**What this task involves:** Gather each line of the records where "points" appears.
--------------------------------
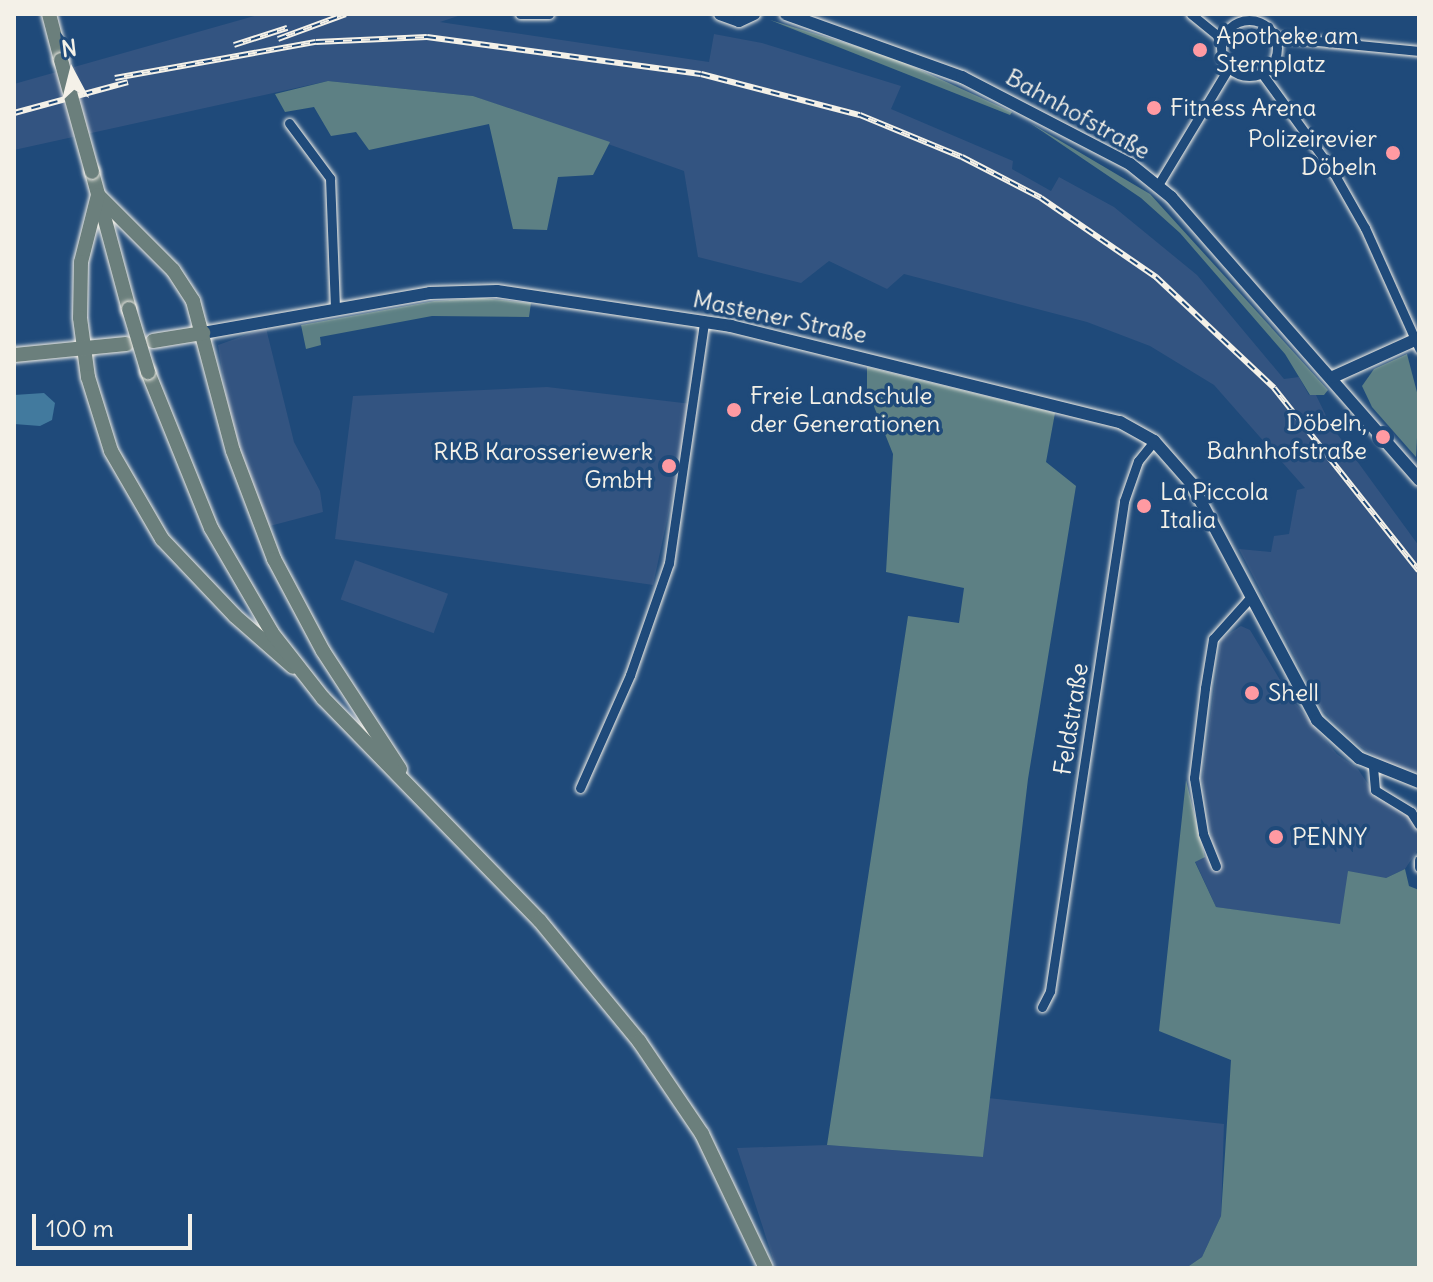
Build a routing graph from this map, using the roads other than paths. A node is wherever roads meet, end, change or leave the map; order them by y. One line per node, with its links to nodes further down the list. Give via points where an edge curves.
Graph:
1 (520, 14): 2 (street)
2 (549, 14)
3 (720, 14): 4 (main road, via 739,21)
4 (754, 14)
5 (786, 14): 15 (main road, Bahnhofstraße, via 896,51 1001,95 1104,149)
6 (1191, 14): 10 (street)
7 (1255, 17): 9 (street); 10 (street, via 1238,22)
8 (51, 19): 16 (main road, bridge)
9 (1277, 37): 11 (street); 13 (street, via 1277,51)
10 (1221, 38): 12 (street)
11 (1419, 51)
12 (1228, 69): 13 (street); 15 (street)
13 (1263, 75): 21 (street, via 1357,214)
14 (289, 123): 17 (street, via 330,178)
15 (1158, 185): 25 (main road, Bahnhofstraße)
16 (98, 195): 19 (main road, via 173,270 193,301); 23 (main road, via 79,277); 29 (main road, bridge, via 148,372 211,528 250,599)
17 (335, 308): 18 (main road, Mastener Straße, via 476,289); 19 (main road, Mastener Straße)
18 (704, 322): 26 (main road, Mastener Straße, via 1063,404 1120,422); 33 (street, via 669,563 630,675)
19 (203, 333): 20 (main road); 32 (main road, via 233,451 274,559 323,651)
20 (153, 341)
21 (1418, 342): 25 (main road)
22 (126, 344): 23 (main road)
23 (84, 350): 24 (main road); 29 (main road, via 98,415 135,499 162,539 235,616)
24 (14, 355)
25 (1333, 377): 27 (main road, Bahnhofstraße)
26 (1154, 441): 28 (main road, Mastener Straße, via 1191,483); 38 (street, Feldstraße, via 1138,461 1124,501 1050,991)
27 (1417, 473)
28 (1249, 599): 30 (main road, Mastener Straße, via 1317,720); 36 (street, via 1213,639 1201,717 1194,778 1203,833)
29 (301, 672): 32 (main road)
30 (1373, 767): 31 (main road, Mastener Straße); 34 (street, Mastener Straße, via 1375,790 1411,812)
31 (1419, 782)
32 (409, 786): 39 (main road, via 540,921 639,1041 702,1134)
33 (580, 788)
34 (1419, 825)
35 (1419, 860): 37 (street)
36 (1216, 866)
37 (1419, 867)
38 (1042, 1007)
39 (766, 1268)

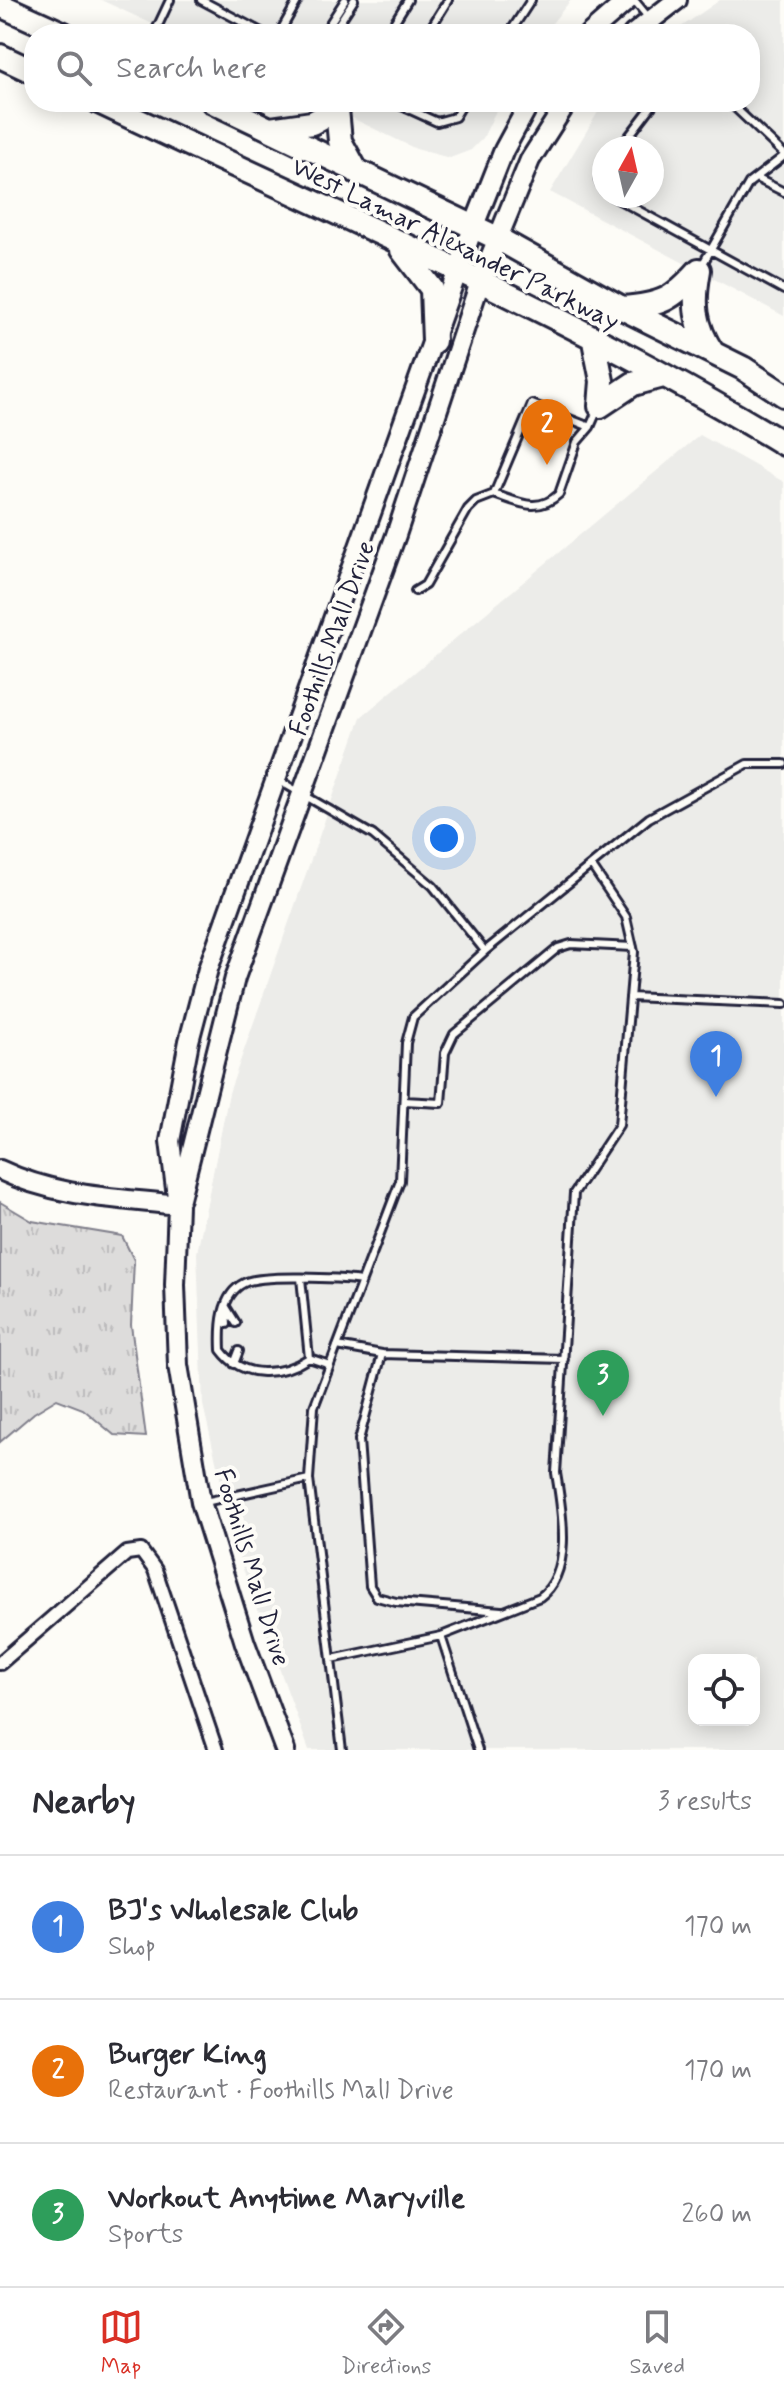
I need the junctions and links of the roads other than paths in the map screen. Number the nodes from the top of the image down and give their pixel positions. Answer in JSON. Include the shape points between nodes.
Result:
{"nodes":[{"id":1,"x":170,"y":0,"type":"edge"},
{"id":2,"x":201,"y":0,"type":"edge"},
{"id":3,"x":298,"y":0,"type":"edge"},
{"id":4,"x":345,"y":0,"type":"edge"},
{"id":5,"x":354,"y":0,"type":"edge"},
{"id":6,"x":408,"y":0,"type":"edge"},
{"id":7,"x":448,"y":0,"type":"edge"},
{"id":8,"x":531,"y":0,"type":"edge"},
{"id":9,"x":628,"y":0,"type":"edge"},
{"id":10,"x":634,"y":0,"type":"edge"},
{"id":11,"x":677,"y":0,"type":"edge"},
{"id":12,"x":0,"y":5,"type":"edge"},
{"id":13,"x":42,"y":24,"type":"edge"},
{"id":14,"x":159,"y":24,"type":"edge"},
{"id":15,"x":246,"y":24,"type":"edge"},
{"id":16,"x":285,"y":24,"type":"edge"},
{"id":17,"x":329,"y":24,"type":"edge"},
{"id":18,"x":338,"y":24,"type":"edge"},
{"id":19,"x":393,"y":24,"type":"edge"},
{"id":20,"x":433,"y":24,"type":"edge"},
{"id":21,"x":515,"y":24,"type":"edge"},
{"id":22,"x":600,"y":24,"type":"edge"},
{"id":23,"x":653,"y":24,"type":"edge"},
{"id":24,"x":657,"y":24,"type":"edge"},
{"id":25,"x":0,"y":56,"type":"edge"},
{"id":26,"x":24,"y":67,"type":"edge"},
{"id":27,"x":127,"y":112,"type":"edge"},
{"id":28,"x":234,"y":112,"type":"edge"},
{"id":29,"x":329,"y":112,"type":"edge"},
{"id":30,"x":339,"y":112,"type":"edge"},
{"id":31,"x":415,"y":112,"type":"edge"},
{"id":32,"x":458,"y":112,"type":"edge"},
{"id":33,"x":525,"y":112,"type":"edge"},
{"id":34,"x":561,"y":112,"type":"edge"},
{"id":35,"x":647,"y":112,"type":"edge"},
{"id":36,"x":739,"y":112,"type":"edge"},
{"id":37,"x":270,"y":129,"type":"junction"},
{"id":38,"x":629,"y":136,"type":"edge"},
{"id":39,"x":784,"y":155,"type":"edge"},
{"id":40,"x":357,"y":172,"type":"junction"},
{"id":41,"x":756,"y":178,"type":"junction"},
{"id":42,"x":784,"y":192,"type":"edge"},
{"id":43,"x":634,"y":208,"type":"edge"},
{"id":44,"x":473,"y":228,"type":"junction"},
{"id":45,"x":497,"y":238,"type":"junction"},
{"id":46,"x":396,"y":243,"type":"junction"},
{"id":47,"x":711,"y":250,"type":"junction"},
{"id":48,"x":699,"y":270,"type":"junction"},
{"id":49,"x":458,"y":272,"type":"junction"},
{"id":50,"x":480,"y":282,"type":"junction"},
{"id":51,"x":784,"y":290,"type":"edge"},
{"id":52,"x":622,"y":308,"type":"junction"},
{"id":53,"x":434,"y":341,"type":"junction"},
{"id":54,"x":594,"y":341,"type":"junction"},
{"id":55,"x":714,"y":354,"type":"junction"},
{"id":56,"x":663,"y":376,"type":"junction"},
{"id":57,"x":784,"y":395,"type":"edge"},
{"id":58,"x":600,"y":406,"type":"junction"},
{"id":59,"x":590,"y":427,"type":"junction"},
{"id":60,"x":784,"y":444,"type":"edge"},
{"id":61,"x":494,"y":494,"type":"junction"},
{"id":62,"x":415,"y":591,"type":"dead end"},
{"id":63,"x":784,"y":764,"type":"edge"},
{"id":64,"x":275,"y":778,"type":"junction"},
{"id":65,"x":303,"y":791,"type":"junction"},
{"id":66,"x":591,"y":865,"type":"junction"},
{"id":67,"x":633,"y":947,"type":"junction"},
{"id":68,"x":485,"y":951,"type":"junction"},
{"id":69,"x":630,"y":997,"type":"junction"},
{"id":70,"x":784,"y":1004,"type":"edge"},
{"id":71,"x":404,"y":1101,"type":"junction"},
{"id":72,"x":0,"y":1170,"type":"edge"},
{"id":73,"x":178,"y":1205,"type":"junction"},
{"id":74,"x":301,"y":1278,"type":"junction"},
{"id":75,"x":362,"y":1281,"type":"junction"},
{"id":76,"x":226,"y":1307,"type":"junction"},
{"id":77,"x":236,"y":1323,"type":"dead end"},
{"id":78,"x":227,"y":1324,"type":"dead end"},
{"id":79,"x":337,"y":1346,"type":"junction"},
{"id":80,"x":239,"y":1351,"type":"dead end"},
{"id":81,"x":230,"y":1352,"type":"dead end"},
{"id":82,"x":382,"y":1354,"type":"junction"},
{"id":83,"x":309,"y":1358,"type":"junction"},
{"id":84,"x":564,"y":1359,"type":"junction"},
{"id":85,"x":234,"y":1364,"type":"junction"},
{"id":86,"x":330,"y":1365,"type":"junction"},
{"id":87,"x":309,"y":1479,"type":"junction"},
{"id":88,"x":201,"y":1502,"type":"junction"},
{"id":89,"x":504,"y":1611,"type":"junction"},
{"id":90,"x":441,"y":1636,"type":"junction"},
{"id":91,"x":332,"y":1659,"type":"junction"},
{"id":92,"x":0,"y":1663,"type":"edge"},
{"id":93,"x":216,"y":1750,"type":"edge"},
{"id":94,"x":285,"y":1750,"type":"edge"},
{"id":95,"x":342,"y":1750,"type":"edge"},
{"id":96,"x":478,"y":1750,"type":"edge"}],
"edges":[{"from":1,"to":14,"type":"lane"},
{"from":2,"to":15,"type":"lane"},
{"from":3,"to":16,"type":"lane"},
{"from":4,"to":17,"type":"lane"},
{"from":5,"to":18,"type":"lane"},
{"from":6,"to":19,"type":"lane"},
{"from":7,"to":20,"type":"lane"},
{"from":8,"to":21,"type":"lane"},
{"from":9,"to":22,"type":"main road"},
{"from":10,"to":23,"type":"lane"},
{"from":11,"to":24,"type":"main road"},
{"from":12,"to":13,"type":"highway"},
{"from":25,"to":26,"type":"highway"},
{"from":27,"to":46,"type":"highway","name":"West Lamar Alexander Parkway"},
{"from":28,"to":37,"type":"highway","name":"West Lamar Alexander Parkway"},
{"from":29,"to":37,"type":"highway","via":[[312,123]]},
{"from":30,"to":40,"type":"highway","via":[[340,141]]},
{"from":31,"to":32,"type":"lane","via":[[437,122]]},
{"from":33,"to":44,"type":"main road","name":"Foothills Mall Drive"},
{"from":34,"to":45,"type":"main road","name":"Foothills Mall Drive","via":[[530,160]]},
{"from":35,"to":38,"type":"lane"},
{"from":36,"to":39,"type":"lane"},
{"from":37,"to":40,"type":"highway","name":"West Lamar Alexander Parkway"},
{"from":39,"to":41,"type":"lane"},
{"from":40,"to":44,"type":"highway","name":"West Lamar Alexander Parkway"},
{"from":41,"to":42,"type":"lane"},
{"from":41,"to":47,"type":"lane"},
{"from":43,"to":47,"type":"lane"},
{"from":44,"to":45,"type":"highway","name":"West Lamar Alexander Parkway"},
{"from":44,"to":49,"type":"main road","name":"Foothills Mall Drive"},
{"from":45,"to":50,"type":"main road","name":"Foothills Mall Drive"},
{"from":45,"to":52,"type":"highway","name":"West Lamar Alexander Parkway"},
{"from":46,"to":49,"type":"highway","name":"West Lamar Alexander Parkway"},
{"from":46,"to":53,"type":"highway","via":[[432,289]]},
{"from":47,"to":48,"type":"lane"},
{"from":47,"to":51,"type":"lane"},
{"from":48,"to":52,"type":"highway","via":[[679,292],[657,305]]},
{"from":48,"to":55,"type":"highway","via":[[696,315]]},
{"from":49,"to":50,"type":"highway","name":"West Lamar Alexander Parkway"},
{"from":49,"to":53,"type":"main road","name":"Foothills Mall Drive"},
{"from":50,"to":54,"type":"highway","name":"West Lamar Alexander Parkway"},
{"from":50,"to":65,"type":"main road","name":"Foothills Mall Drive"},
{"from":52,"to":55,"type":"highway","name":"West Lamar Alexander Parkway"},
{"from":53,"to":64,"type":"main road","name":"Foothills Mall Drive"},
{"from":54,"to":56,"type":"highway","name":"West Lamar Alexander Parkway"},
{"from":54,"to":58,"type":"highway","via":[[602,381]]},
{"from":55,"to":57,"type":"highway","name":"West Lamar Alexander Parkway"},
{"from":56,"to":58,"type":"highway","via":[[633,384]]},
{"from":56,"to":60,"type":"highway","name":"West Lamar Alexander Parkway"},
{"from":58,"to":59,"type":"lane"},
{"from":59,"to":61,"type":"lane","via":[[577,442],[559,494],[552,500],[543,506],[528,505]]},
{"from":59,"to":61,"type":"lane","via":[[532,404]]},
{"from":61,"to":62,"type":"lane","via":[[468,509],[425,585]]},
{"from":63,"to":66,"type":"lane","via":[[747,764],[649,818]]},
{"from":64,"to":65,"type":"lane"},
{"from":64,"to":73,"type":"main road","name":"Foothills Mall Drive","via":[[208,969],[189,1041],[170,1141]]},
{"from":65,"to":68,"type":"lane","via":[[373,835],[433,886]]},
{"from":65,"to":73,"type":"main road","name":"Foothills Mall Drive","via":[[235,978]]},
{"from":66,"to":67,"type":"lane","via":[[626,917]]},
{"from":66,"to":68,"type":"lane"},
{"from":67,"to":69,"type":"lane"},
{"from":67,"to":71,"type":"lane","via":[[558,948],[454,1034],[445,1053],[441,1103]]},
{"from":68,"to":71,"type":"lane","via":[[413,1017],[406,1043]]},
{"from":69,"to":70,"type":"lane"},
{"from":69,"to":84,"type":"lane","via":[[619,1125],[574,1193]]},
{"from":71,"to":75,"type":"lane","via":[[400,1181]]},
{"from":72,"to":73,"type":"main road","via":[[76,1195]]},
{"from":73,"to":88,"type":"main road","name":"Foothills Mall Drive","via":[[178,1365]]},
{"from":74,"to":75,"type":"lane"},
{"from":74,"to":76,"type":"lane","via":[[245,1282],[229,1296]]},
{"from":74,"to":83,"type":"lane"},
{"from":75,"to":79,"type":"lane"},
{"from":76,"to":77,"type":"lane"},
{"from":76,"to":78,"type":"lane"},
{"from":76,"to":85,"type":"lane","via":[[221,1350]]},
{"from":79,"to":82,"type":"lane"},
{"from":79,"to":86,"type":"lane"},
{"from":80,"to":85,"type":"lane"},
{"from":81,"to":85,"type":"lane"},
{"from":82,"to":84,"type":"lane"},
{"from":82,"to":89,"type":"lane","via":[[359,1440],[370,1586],[377,1597],[396,1602]]},
{"from":83,"to":85,"type":"lane","via":[[291,1369],[263,1373]]},
{"from":83,"to":86,"type":"lane"},
{"from":84,"to":89,"type":"lane","via":[[556,1473],[562,1555],[553,1588]]},
{"from":86,"to":87,"type":"lane","via":[[314,1407]]},
{"from":87,"to":88,"type":"lane"},
{"from":87,"to":91,"type":"lane"},
{"from":88,"to":94,"type":"main road","name":"Foothills Mall Drive"},
{"from":89,"to":90,"type":"lane"},
{"from":90,"to":91,"type":"lane"},
{"from":90,"to":96,"type":"lane"},
{"from":91,"to":95,"type":"lane"},
{"from":92,"to":93,"type":"street","via":[[127,1553],[141,1551],[155,1570]]}]}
--------------------------------
**Answer below:**
Build a routing graph from this map, using the roads other than paths. A node is wherever roads meet, end, change or leave the map; order them by y. One line per node, with its links to nodes further down the list. Give via points where an edge curves.
I need the junctions and links of the roads other than paths in the map screen. Number the nodes from the top of the image down and give their pixel positions. Answer in JSON. Include the shape points between nodes.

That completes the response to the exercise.